The brief video shows a few working guys on a lunch break. Having gotten delivery, they're gathered around a gadget-packed desk, eating from takeaway containers. But what a delivery it was: The meal, designed by a team of students from Phoebus High School in Hampton, Va., was zoomed up to the International Space Station aboard a SpaceX Dragon.
In the video, posted on NASA.gov, Tim Kopra, commander of the space station, and flight engineers Jeff Williams and Tim Peake are eating spicy Jamaican rice and beans with coconut milk, the Hampton kids' winning entry in the HUNCH (High School Students United with NASA to Create Hardware) Culinary Challenge. Finals in the competition were held last year (NASA plans waaaaay ahead) at the Johnson Space Centre in Houston.

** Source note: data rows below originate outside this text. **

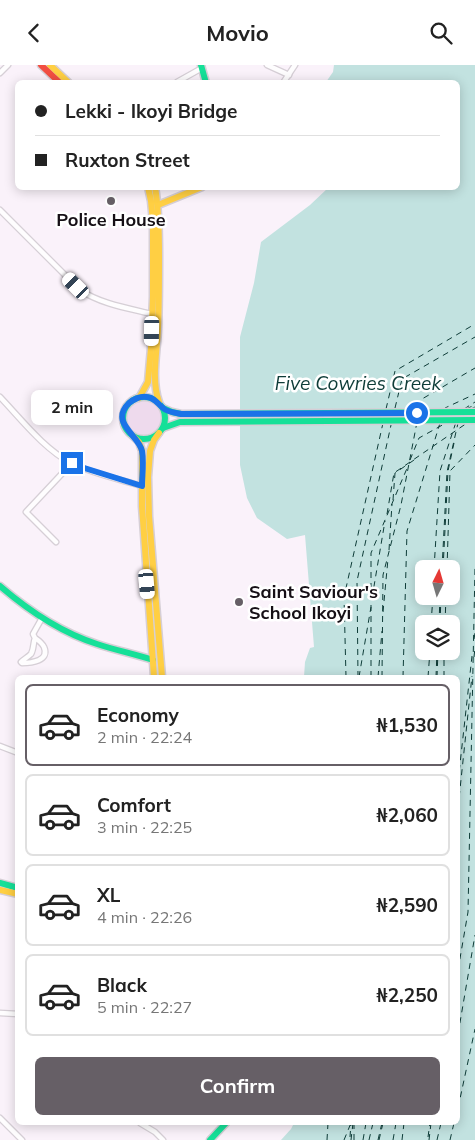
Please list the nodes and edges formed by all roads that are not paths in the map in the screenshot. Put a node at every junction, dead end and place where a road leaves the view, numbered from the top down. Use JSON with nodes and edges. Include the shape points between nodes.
{"nodes":[{"id":1,"x":8,"y":65,"type":"edge"},
{"id":2,"x":41,"y":65,"type":"edge"},
{"id":3,"x":50,"y":65,"type":"edge"},
{"id":4,"x":267,"y":65,"type":"edge"},
{"id":5,"x":295,"y":65,"type":"edge"},
{"id":6,"x":201,"y":66,"type":"edge"},
{"id":7,"x":0,"y":73,"type":"edge"},
{"id":8,"x":289,"y":75,"type":"junction"},
{"id":9,"x":57,"y":80,"type":"edge"},
{"id":10,"x":65,"y":80,"type":"edge"},
{"id":11,"x":180,"y":80,"type":"edge"},
{"id":12,"x":205,"y":80,"type":"edge"},
{"id":13,"x":285,"y":80,"type":"edge"},
{"id":14,"x":149,"y":190,"type":"edge"},
{"id":15,"x":156,"y":190,"type":"edge"},
{"id":16,"x":195,"y":190,"type":"edge"},
{"id":17,"x":158,"y":205,"type":"junction"},
{"id":18,"x":0,"y":210,"type":"edge"},
{"id":19,"x":152,"y":314,"type":"junction"},
{"id":20,"x":0,"y":397,"type":"edge"},
{"id":21,"x":139,"y":398,"type":"junction"},
{"id":22,"x":161,"y":405,"type":"junction"},
{"id":23,"x":475,"y":412,"type":"edge"},
{"id":24,"x":475,"y":420,"type":"edge"},
{"id":25,"x":161,"y":431,"type":"junction"},
{"id":26,"x":133,"y":436,"type":"junction"},
{"id":27,"x":72,"y":463,"type":"junction"},
{"id":28,"x":142,"y":486,"type":"junction"},
{"id":29,"x":56,"y":542,"type":"dead end"},
{"id":30,"x":0,"y":586,"type":"edge"},
{"id":31,"x":42,"y":618,"type":"junction"},
{"id":32,"x":35,"y":638,"type":"junction"},
{"id":33,"x":152,"y":660,"type":"junction"},
{"id":34,"x":154,"y":675,"type":"edge"},
{"id":35,"x":162,"y":675,"type":"edge"},
{"id":36,"x":0,"y":746,"type":"edge"},
{"id":37,"x":15,"y":752,"type":"edge"},
{"id":38,"x":0,"y":883,"type":"edge"},
{"id":39,"x":15,"y":887,"type":"edge"},
{"id":40,"x":0,"y":890,"type":"edge"},
{"id":41,"x":15,"y":893,"type":"edge"},
{"id":42,"x":0,"y":1013,"type":"edge"},
{"id":43,"x":15,"y":1014,"type":"edge"},
{"id":44,"x":0,"y":1118,"type":"edge"},
{"id":45,"x":143,"y":1125,"type":"edge"},
{"id":46,"x":224,"y":1125,"type":"edge"},
{"id":47,"x":22,"y":1140,"type":"edge"},
{"id":48,"x":163,"y":1140,"type":"edge"},
{"id":49,"x":210,"y":1140,"type":"edge"}],
"edges":[{"from":1,"to":7,"type":"street"},
{"from":2,"to":9,"type":"main road"},
{"from":3,"to":10,"type":"main road"},
{"from":4,"to":8,"type":"street"},
{"from":5,"to":8,"type":"street"},
{"from":6,"to":11,"type":"street"},
{"from":6,"to":12,"type":"main road"},
{"from":8,"to":13,"type":"street"},
{"from":14,"to":19,"type":"main road","via":[[153,222]]},
{"from":15,"to":17,"type":"main road"},
{"from":16,"to":17,"type":"main road"},
{"from":17,"to":22,"type":"main road","via":[[159,309],[155,383],[156,397]]},
{"from":18,"to":19,"type":"street","via":[[90,297]]},
{"from":19,"to":21,"type":"main road","via":[[148,382]]},
{"from":20,"to":27,"type":"street","via":[[46,444]]},
{"from":21,"to":22,"type":"main road","via":[[150,397]]},
{"from":21,"to":26,"type":"main road","via":[[126,407],[124,415],[125,427]]},
{"from":22,"to":23,"type":"main road","via":[[186,414]]},
{"from":22,"to":25,"type":"main road","via":[[166,418]]},
{"from":24,"to":25,"type":"main road","via":[[178,422]]},
{"from":25,"to":26,"type":"main road","via":[[152,438]]},
{"from":25,"to":35,"type":"main road","via":[[150,451],[148,493]]},
{"from":26,"to":28,"type":"main road","via":[[142,451]]},
{"from":27,"to":28,"type":"street"},
{"from":27,"to":29,"type":"street","via":[[26,512]]},
{"from":28,"to":33,"type":"main road"},
{"from":30,"to":31,"type":"main road"},
{"from":31,"to":32,"type":"street","via":[[34,631]]},
{"from":31,"to":33,"type":"main road","via":[[72,635]]},
{"from":32,"to":32,"type":"street","via":[[43,645],[44,656],[35,662],[22,663],[32,652]]},
{"from":33,"to":34,"type":"main road"},
{"from":36,"to":37,"type":"street"},
{"from":38,"to":39,"type":"main road"},
{"from":40,"to":41,"type":"main road"},
{"from":42,"to":43,"type":"street"},
{"from":44,"to":47,"type":"street"},
{"from":45,"to":48,"type":"street"},
{"from":46,"to":49,"type":"main road"}]}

The entrees had to be vegetarian. (Astronauts do eat meat, but NASA has shown an interest in developing vegetarian menus because vegetables are easier to grow and to preserve than meat or dairy products.) The meals, which were judged on taste, texture, aroma, appearance and overall sensory evaluation, had to meet the per-serving nutritional guidelines set by NASA's Space Food Systems Laboratory: 300 to 500 calories, calories from fat less than 30 percent, calories from saturated fat 10 percent or less, no more than 300 milligrams of sodium and eight grams of sugar, and at least three grams of fibre.
Oh, and the food had to "process well for flight and for use in microgravity."

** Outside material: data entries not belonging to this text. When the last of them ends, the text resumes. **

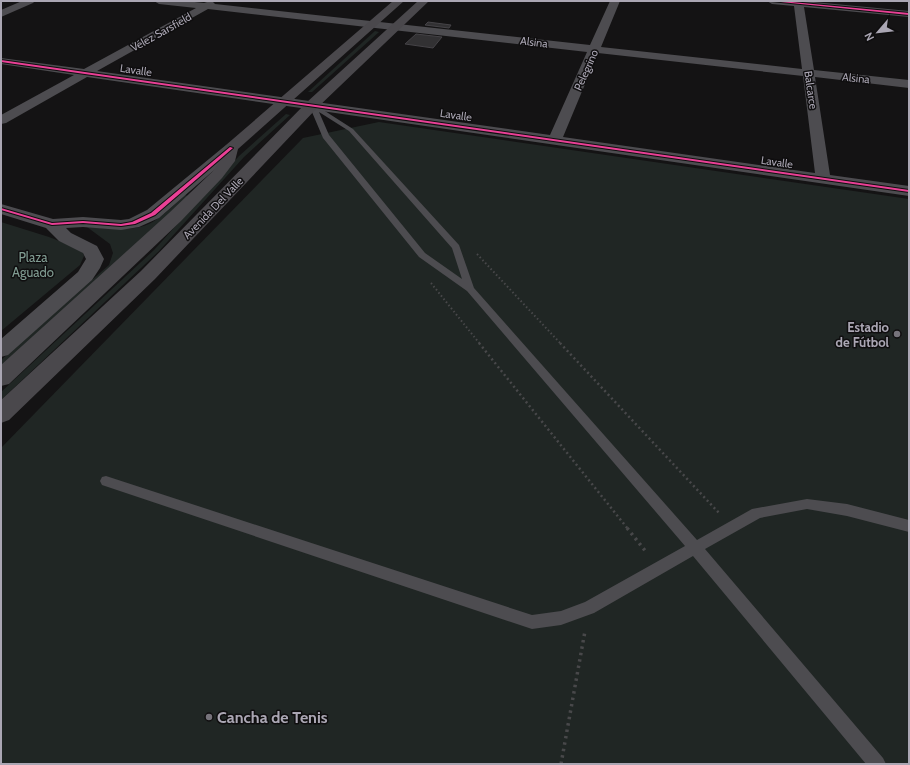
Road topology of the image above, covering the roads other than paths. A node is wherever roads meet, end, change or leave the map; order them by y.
1 (30, 1) edge
2 (159, 1) edge
3 (399, 1) edge
4 (424, 1) edge
5 (615, 1) edge
6 (772, 1) edge
7 (798, 2) edge
8 (211, 4) edge
9 (1, 14) edge
10 (909, 14) edge
11 (373, 24) junction
12 (397, 26) junction
13 (595, 49) junction
14 (1, 61) edge
15 (808, 72) junction
16 (88, 73) junction
17 (909, 84) edge
18 (284, 102) junction
19 (312, 106) junction
20 (1, 120) edge
21 (555, 139) junction
22 (231, 148) junction
23 (823, 178) junction
24 (909, 191) edge
25 (1, 209) edge
26 (52, 224) junction
27 (470, 289) junction
28 (1, 350) edge
29 (1, 378) edge
30 (1, 414) edge
31 (106, 481) dead end
32 (909, 526) edge
33 (696, 549) junction
34 (877, 764) edge

1 - 9 street
2 - 8 street, Alsina
3 - 11 main road, Avenida Del Valle
4 - 12 main road, Avenida Del Valle
5 - 13 street, Pelegrino
6 - 7 street
7 - 10 street
7 - 15 street, Balcarce
8 - 11 street, Alsina
8 - 16 street, Vélez Sarsfield
11 - 12 street, Alsina
11 - 18 main road, Avenida Del Valle
12 - 13 street, Alsina
12 - 19 main road, Avenida Del Valle
13 - 15 street, Alsina
13 - 21 street, Pelegrino
14 - 16 street, Lavalle
15 - 17 street, Alsina
15 - 23 street, Balcarce
16 - 18 street, Lavalle
16 - 20 street, Vélez Sarsfield
18 - 19 street, Lavalle
18 - 22 main road, Avenida Del Valle
19 - 21 street, Lavalle
19 - 27 lane
19 - 27 lane
19 - 30 main road, Avenida Del Valle
21 - 23 street, Lavalle
22 - 26 street
22 - 29 main road, Avenida Del Valle
23 - 24 street, Lavalle
25 - 26 street
26 - 28 street
27 - 33 lane
31 - 33 lane
32 - 33 lane
33 - 34 lane

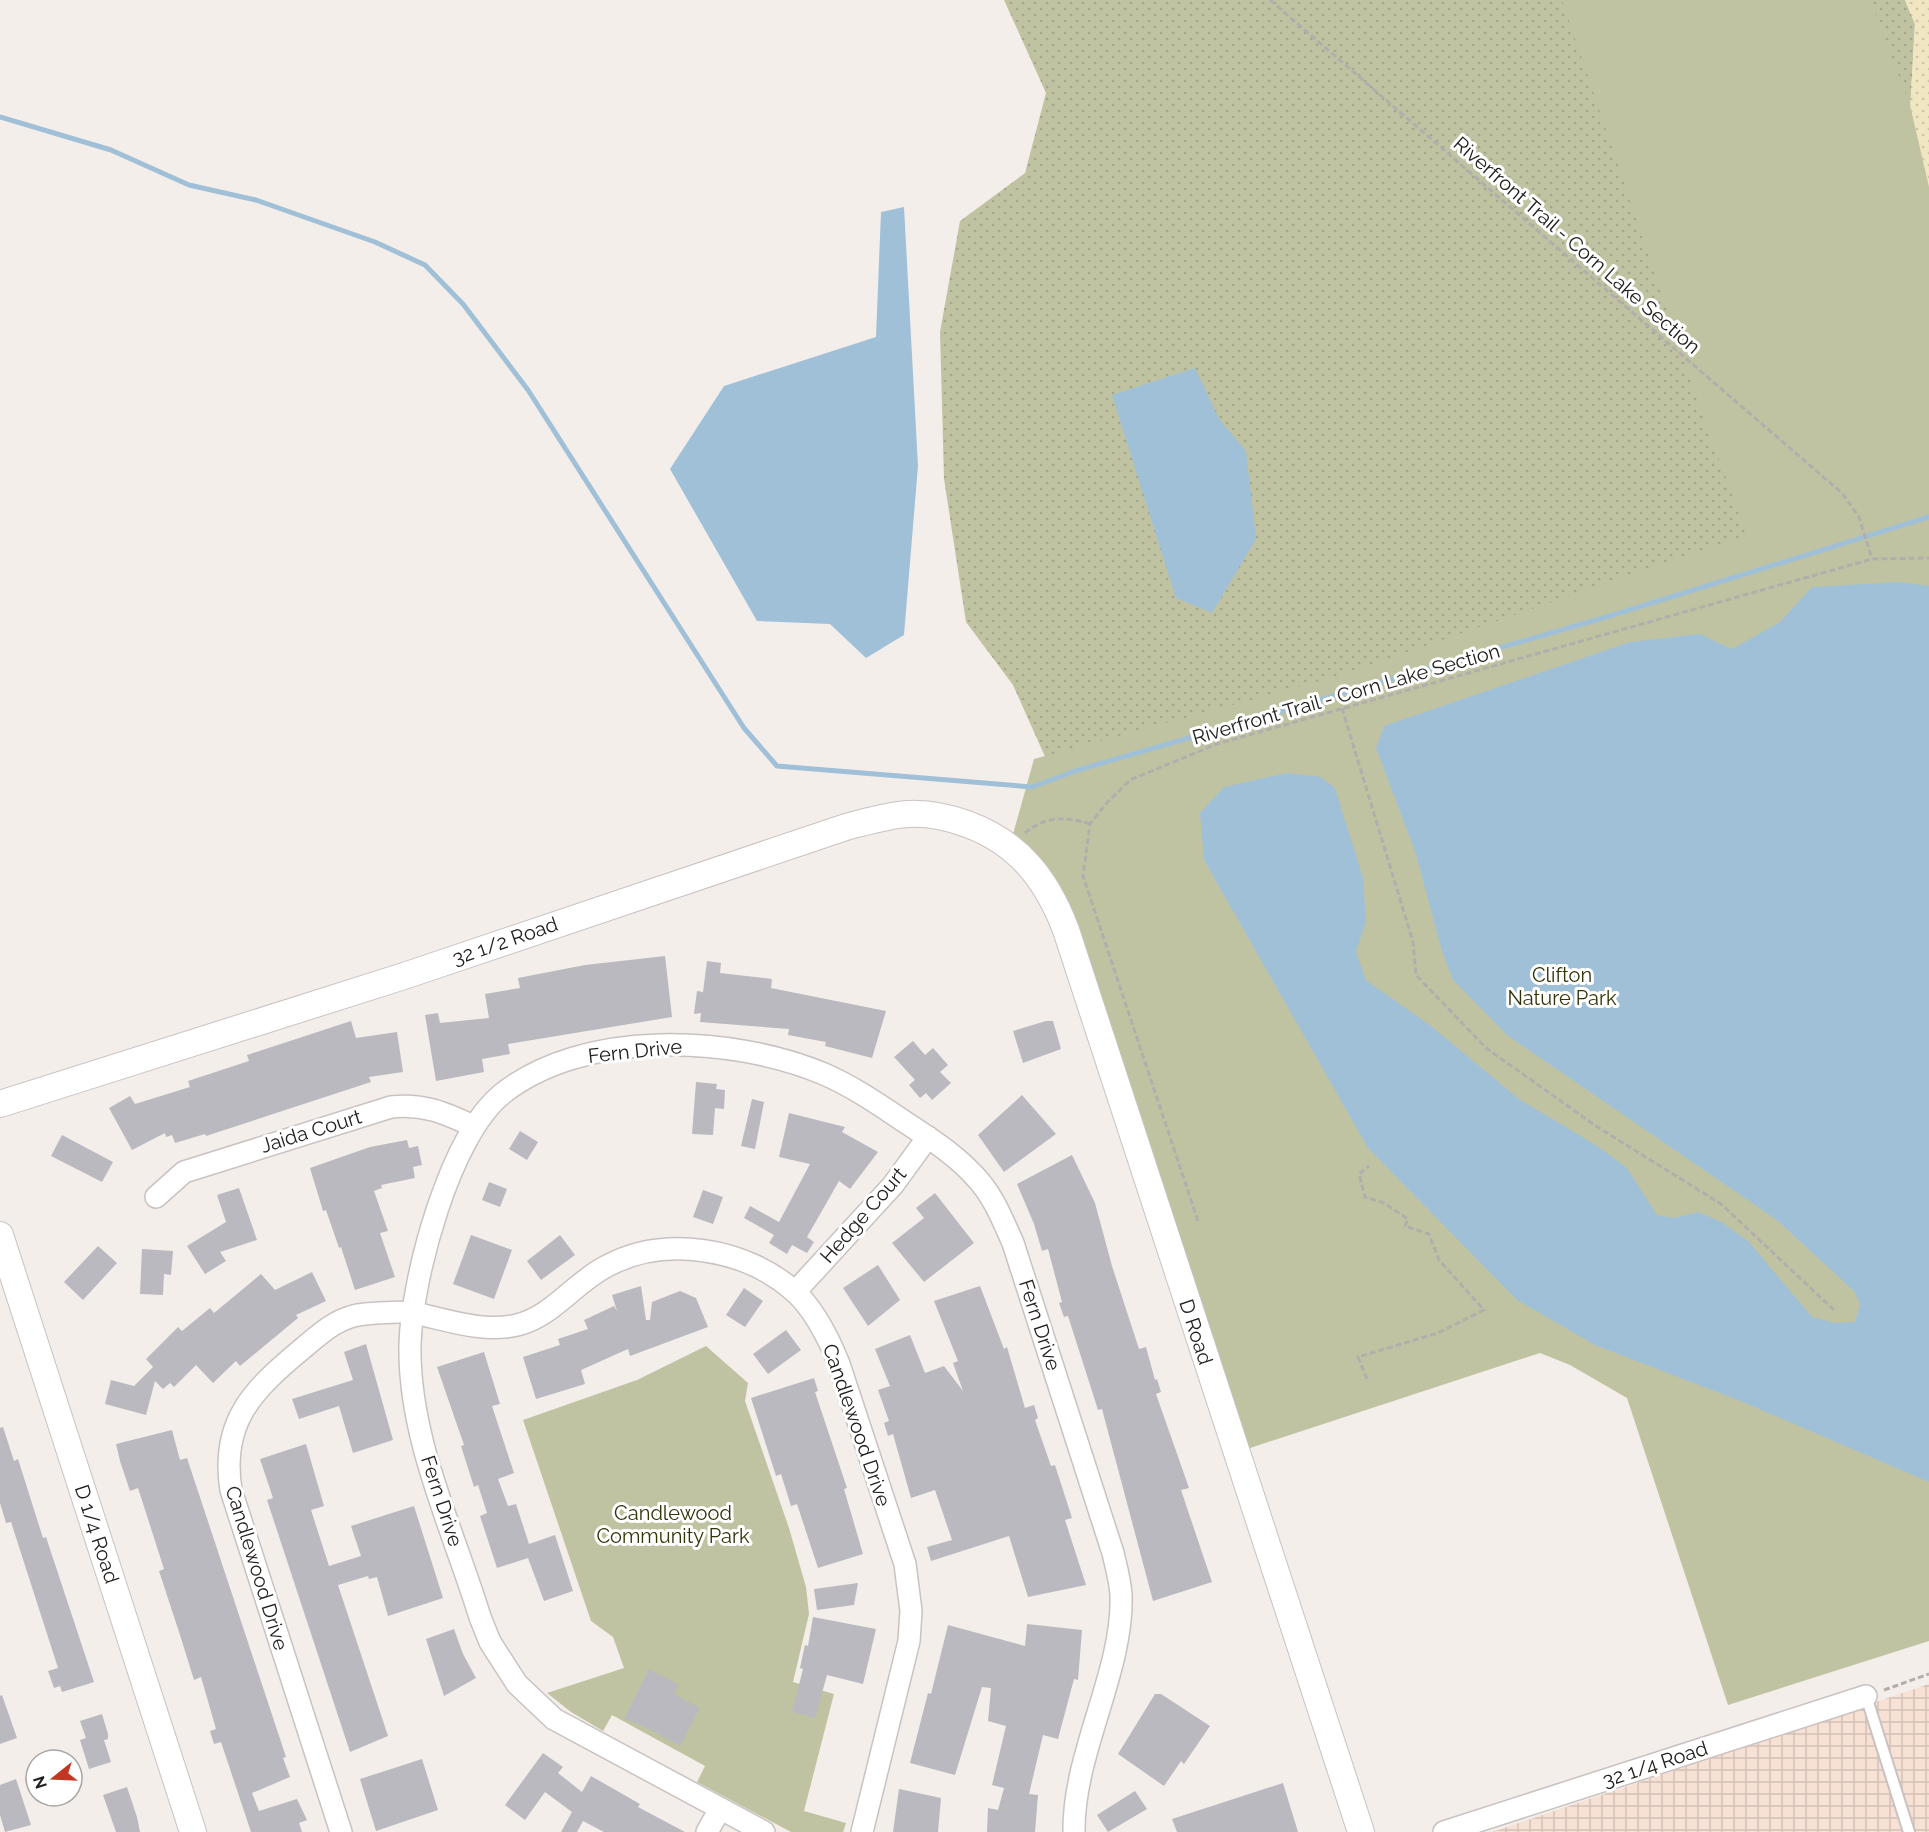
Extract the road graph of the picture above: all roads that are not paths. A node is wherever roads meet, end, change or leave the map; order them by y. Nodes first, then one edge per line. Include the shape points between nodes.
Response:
1 (1010, 845) joint
2 (0, 1104) edge
3 (473, 1126) junction
4 (928, 1137) junction
5 (156, 1197) dead end
6 (0, 1235) edge
7 (795, 1292) junction
8 (413, 1313) junction
9 (1866, 1696) joint
10 (720, 1809) junction
11 (193, 1832) edge
12 (341, 1832) edge
13 (707, 1832) edge
14 (764, 1832) edge
15 (862, 1832) edge
16 (1074, 1832) edge
17 (1361, 1832) edge
18 (1444, 1832) edge
19 (1909, 1832) edge

1 - 2 street, 32 1/2 Road via 982,829 952,819 910,814 877,819 404,976
1 - 17 street, D Road via 1032,866 1054,900 1066,930
3 - 4 street, Fern Drive via 502,1094 544,1067 590,1054 685,1045 767,1056 823,1074 856,1090
3 - 5 street, Jaida Court via 437,1109 412,1104 391,1107 184,1172
3 - 8 street, Fern Drive via 454,1165 420,1265
4 - 7 street, Hedge Court via 893,1185
4 - 16 street, Fern Drive via 981,1182 997,1206 1113,1553 1120,1593 1119,1627 1078,1783
6 - 11 street, D 1/4 Road
7 - 8 street, Candlewood Drive via 766,1272 731,1256 695,1249 664,1249 608,1265 542,1315 515,1326 478,1327
7 - 15 street, Candlewood Drive via 830,1341 839,1364 909,1586 909,1641
8 - 10 street, Fern Drive via 412,1395 423,1443 480,1617 502,1664 534,1703 554,1719
8 - 12 street, Candlewood Drive via 356,1315 328,1328 252,1395 235,1429 231,1447 230,1479 235,1505
9 - 18 street, 32 1/4 Road
9 - 19 lane
10 - 13 street
10 - 14 street, Fern Drive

The extraterrestrial lunch crew pronounced the meal "tasty" and congratulated the winning team.
And the contest goes on: On April 21, the HUNCH program staged this year's cook-off, with 10 teams competing.
- Butternut squash puree from Trussville (Ala.) High
- Falafel from Oakridge High School in Conroe, Texas
- Veggie meatball from Windsor (Conn.) High
- Red pepper risotto created by students from Passaic County Technical Institute in Wayne, N.J. *winner*
The space travel-ready dishes will be delivered to the space station sometime in 2017.
Let's hope they tip well.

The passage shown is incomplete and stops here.